**WHAT TO PRODUCE:**
Lines of the material that include the string "Enrico" should be returned.

+ + + +

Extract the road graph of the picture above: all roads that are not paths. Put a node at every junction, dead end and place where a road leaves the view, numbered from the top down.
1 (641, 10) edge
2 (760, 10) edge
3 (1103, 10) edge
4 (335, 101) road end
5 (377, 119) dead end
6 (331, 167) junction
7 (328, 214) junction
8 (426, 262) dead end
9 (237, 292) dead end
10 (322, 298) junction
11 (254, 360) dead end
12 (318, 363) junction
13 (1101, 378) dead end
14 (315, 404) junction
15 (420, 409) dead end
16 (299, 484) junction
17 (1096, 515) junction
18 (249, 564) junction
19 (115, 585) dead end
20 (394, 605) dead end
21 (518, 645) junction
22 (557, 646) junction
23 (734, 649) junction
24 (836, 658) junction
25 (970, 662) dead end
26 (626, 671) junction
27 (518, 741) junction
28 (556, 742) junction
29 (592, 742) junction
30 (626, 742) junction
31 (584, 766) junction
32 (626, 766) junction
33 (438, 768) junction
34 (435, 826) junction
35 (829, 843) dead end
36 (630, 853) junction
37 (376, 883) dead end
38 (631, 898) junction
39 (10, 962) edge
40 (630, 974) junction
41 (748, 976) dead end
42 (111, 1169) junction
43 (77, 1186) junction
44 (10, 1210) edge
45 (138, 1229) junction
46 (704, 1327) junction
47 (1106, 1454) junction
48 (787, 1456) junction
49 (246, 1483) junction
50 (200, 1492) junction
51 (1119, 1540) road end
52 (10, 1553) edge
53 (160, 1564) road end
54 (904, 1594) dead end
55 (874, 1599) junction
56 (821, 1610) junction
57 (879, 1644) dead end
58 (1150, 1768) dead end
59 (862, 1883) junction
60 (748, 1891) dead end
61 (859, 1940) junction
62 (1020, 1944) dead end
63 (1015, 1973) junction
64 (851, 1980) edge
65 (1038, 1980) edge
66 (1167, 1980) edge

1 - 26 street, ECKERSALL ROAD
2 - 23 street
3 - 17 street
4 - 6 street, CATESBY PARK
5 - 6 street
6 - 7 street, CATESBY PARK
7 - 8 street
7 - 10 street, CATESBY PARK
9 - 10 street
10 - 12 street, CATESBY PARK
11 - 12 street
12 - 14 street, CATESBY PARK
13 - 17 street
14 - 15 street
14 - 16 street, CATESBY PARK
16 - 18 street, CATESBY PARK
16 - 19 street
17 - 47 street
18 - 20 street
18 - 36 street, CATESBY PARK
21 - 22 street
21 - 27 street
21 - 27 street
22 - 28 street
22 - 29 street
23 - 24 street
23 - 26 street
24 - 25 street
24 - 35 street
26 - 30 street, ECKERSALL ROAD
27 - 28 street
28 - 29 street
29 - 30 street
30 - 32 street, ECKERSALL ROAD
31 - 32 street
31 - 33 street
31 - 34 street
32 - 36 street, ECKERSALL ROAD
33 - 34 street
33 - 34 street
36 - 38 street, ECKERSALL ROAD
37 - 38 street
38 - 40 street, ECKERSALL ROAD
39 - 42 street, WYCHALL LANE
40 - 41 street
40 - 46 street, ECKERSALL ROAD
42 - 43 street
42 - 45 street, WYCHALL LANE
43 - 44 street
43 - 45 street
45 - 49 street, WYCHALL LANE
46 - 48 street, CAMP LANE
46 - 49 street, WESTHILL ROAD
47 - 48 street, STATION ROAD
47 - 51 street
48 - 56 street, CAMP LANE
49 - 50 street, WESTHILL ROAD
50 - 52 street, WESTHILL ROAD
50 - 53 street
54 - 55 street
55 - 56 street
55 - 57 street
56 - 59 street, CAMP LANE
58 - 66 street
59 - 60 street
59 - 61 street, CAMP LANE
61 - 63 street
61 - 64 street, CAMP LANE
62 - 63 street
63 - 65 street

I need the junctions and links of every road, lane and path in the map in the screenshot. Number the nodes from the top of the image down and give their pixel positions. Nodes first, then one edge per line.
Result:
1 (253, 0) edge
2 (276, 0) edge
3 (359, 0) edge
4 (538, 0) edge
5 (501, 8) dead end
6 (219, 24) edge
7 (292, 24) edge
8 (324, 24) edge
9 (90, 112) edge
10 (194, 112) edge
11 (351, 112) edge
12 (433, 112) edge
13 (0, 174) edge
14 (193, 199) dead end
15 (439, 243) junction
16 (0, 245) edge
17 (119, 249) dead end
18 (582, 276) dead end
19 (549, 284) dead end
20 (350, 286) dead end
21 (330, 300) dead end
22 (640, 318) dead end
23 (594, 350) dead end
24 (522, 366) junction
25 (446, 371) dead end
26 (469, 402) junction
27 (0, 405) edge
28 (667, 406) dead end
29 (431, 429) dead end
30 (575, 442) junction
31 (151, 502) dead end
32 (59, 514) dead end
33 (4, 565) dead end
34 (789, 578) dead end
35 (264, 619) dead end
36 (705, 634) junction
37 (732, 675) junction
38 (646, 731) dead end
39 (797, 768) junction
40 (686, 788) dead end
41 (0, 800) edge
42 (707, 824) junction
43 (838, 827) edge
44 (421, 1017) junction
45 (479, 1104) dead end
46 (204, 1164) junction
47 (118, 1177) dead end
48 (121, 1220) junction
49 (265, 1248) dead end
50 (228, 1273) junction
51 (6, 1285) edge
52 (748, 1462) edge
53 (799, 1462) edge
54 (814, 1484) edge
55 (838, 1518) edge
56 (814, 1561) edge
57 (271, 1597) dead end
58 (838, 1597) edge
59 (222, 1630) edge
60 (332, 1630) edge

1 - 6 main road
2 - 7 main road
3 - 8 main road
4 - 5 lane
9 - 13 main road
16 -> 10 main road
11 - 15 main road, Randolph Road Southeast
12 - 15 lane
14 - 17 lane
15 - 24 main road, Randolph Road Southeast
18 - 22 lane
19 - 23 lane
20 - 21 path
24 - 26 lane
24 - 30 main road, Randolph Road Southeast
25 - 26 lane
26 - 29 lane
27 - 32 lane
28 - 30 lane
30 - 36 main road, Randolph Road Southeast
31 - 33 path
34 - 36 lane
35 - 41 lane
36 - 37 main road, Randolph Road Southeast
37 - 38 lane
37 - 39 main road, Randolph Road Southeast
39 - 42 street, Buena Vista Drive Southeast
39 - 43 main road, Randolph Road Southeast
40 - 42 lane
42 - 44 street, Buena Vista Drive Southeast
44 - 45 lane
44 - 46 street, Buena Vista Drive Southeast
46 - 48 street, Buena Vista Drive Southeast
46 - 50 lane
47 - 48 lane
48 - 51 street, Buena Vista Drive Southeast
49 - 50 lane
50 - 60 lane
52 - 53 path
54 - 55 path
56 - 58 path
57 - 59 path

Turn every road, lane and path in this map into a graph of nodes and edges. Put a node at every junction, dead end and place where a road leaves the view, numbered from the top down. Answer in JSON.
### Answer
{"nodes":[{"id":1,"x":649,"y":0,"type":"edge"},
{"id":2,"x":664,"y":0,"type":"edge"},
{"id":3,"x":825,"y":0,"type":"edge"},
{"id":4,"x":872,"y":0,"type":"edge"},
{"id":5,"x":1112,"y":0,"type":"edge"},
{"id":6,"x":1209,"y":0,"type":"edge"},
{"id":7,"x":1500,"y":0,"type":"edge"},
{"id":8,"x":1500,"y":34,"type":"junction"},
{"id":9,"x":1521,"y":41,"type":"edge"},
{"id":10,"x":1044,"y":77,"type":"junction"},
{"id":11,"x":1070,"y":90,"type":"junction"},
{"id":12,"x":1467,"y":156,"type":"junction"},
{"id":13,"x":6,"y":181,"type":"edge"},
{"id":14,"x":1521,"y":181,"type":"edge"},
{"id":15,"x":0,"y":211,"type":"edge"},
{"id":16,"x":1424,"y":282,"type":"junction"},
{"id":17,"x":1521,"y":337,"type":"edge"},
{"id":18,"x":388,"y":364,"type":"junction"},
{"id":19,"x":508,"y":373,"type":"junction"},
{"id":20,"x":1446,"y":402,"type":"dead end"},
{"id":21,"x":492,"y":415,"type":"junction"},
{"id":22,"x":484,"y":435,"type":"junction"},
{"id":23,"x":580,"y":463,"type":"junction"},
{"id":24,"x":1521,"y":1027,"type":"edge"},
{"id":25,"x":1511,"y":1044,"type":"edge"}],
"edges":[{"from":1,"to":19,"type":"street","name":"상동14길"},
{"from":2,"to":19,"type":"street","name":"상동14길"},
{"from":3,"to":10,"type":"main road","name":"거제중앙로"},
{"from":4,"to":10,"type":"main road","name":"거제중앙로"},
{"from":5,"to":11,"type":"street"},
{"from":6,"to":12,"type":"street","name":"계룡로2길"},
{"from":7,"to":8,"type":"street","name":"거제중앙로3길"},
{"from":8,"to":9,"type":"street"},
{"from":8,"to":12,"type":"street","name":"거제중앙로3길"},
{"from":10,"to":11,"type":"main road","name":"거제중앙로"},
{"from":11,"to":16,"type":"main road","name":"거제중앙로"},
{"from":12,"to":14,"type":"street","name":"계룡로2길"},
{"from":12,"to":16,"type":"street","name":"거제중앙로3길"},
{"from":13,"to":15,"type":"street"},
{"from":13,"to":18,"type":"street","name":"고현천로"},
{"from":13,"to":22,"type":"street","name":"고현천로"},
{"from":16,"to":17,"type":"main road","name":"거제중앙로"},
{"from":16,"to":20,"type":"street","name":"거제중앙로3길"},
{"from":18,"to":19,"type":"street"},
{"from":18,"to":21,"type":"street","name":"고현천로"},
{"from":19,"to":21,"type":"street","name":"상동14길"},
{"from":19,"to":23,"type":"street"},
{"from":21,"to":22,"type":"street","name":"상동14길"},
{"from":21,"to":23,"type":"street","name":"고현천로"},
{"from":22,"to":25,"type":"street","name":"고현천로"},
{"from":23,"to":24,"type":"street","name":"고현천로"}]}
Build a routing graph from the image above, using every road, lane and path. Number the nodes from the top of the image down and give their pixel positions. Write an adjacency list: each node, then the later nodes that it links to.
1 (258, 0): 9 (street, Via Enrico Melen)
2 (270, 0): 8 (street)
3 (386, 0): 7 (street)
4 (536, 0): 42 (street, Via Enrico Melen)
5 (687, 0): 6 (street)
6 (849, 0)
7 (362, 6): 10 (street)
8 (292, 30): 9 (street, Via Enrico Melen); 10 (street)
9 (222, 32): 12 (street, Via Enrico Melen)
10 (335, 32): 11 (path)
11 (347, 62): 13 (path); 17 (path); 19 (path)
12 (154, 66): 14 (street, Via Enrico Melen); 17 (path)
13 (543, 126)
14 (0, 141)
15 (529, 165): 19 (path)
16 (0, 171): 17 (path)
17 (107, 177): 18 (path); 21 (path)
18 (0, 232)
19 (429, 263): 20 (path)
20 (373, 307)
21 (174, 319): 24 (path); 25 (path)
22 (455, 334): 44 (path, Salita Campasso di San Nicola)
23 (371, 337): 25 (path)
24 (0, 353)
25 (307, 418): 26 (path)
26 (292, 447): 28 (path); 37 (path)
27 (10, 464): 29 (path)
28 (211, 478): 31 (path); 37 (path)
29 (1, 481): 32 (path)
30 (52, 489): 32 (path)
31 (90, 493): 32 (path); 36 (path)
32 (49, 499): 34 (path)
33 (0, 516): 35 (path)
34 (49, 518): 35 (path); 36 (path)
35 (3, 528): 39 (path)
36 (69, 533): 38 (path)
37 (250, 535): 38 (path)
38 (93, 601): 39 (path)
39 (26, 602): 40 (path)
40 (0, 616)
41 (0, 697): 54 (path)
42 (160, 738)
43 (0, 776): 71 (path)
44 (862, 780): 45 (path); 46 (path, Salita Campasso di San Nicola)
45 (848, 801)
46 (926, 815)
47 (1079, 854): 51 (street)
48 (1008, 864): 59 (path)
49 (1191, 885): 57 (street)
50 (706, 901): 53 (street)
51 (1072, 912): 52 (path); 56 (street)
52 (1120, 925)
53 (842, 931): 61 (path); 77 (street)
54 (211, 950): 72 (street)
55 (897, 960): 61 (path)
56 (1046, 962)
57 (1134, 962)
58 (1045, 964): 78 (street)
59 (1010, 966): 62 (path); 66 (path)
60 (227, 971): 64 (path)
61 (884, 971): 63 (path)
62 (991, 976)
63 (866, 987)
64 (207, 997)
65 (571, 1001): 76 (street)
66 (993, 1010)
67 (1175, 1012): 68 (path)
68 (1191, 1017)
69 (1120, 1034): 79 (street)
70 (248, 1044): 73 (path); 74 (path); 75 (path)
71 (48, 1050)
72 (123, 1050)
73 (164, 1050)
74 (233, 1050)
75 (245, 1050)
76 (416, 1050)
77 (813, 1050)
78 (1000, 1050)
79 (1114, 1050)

+ + + +

**THE ANSWER:**
1 (258, 0): 9 (street, Via Enrico Melen)
4 (536, 0): 42 (street, Via Enrico Melen)
8 (292, 30): 9 (street, Via Enrico Melen); 10 (street)
9 (222, 32): 12 (street, Via Enrico Melen)
12 (154, 66): 14 (street, Via Enrico Melen); 17 (path)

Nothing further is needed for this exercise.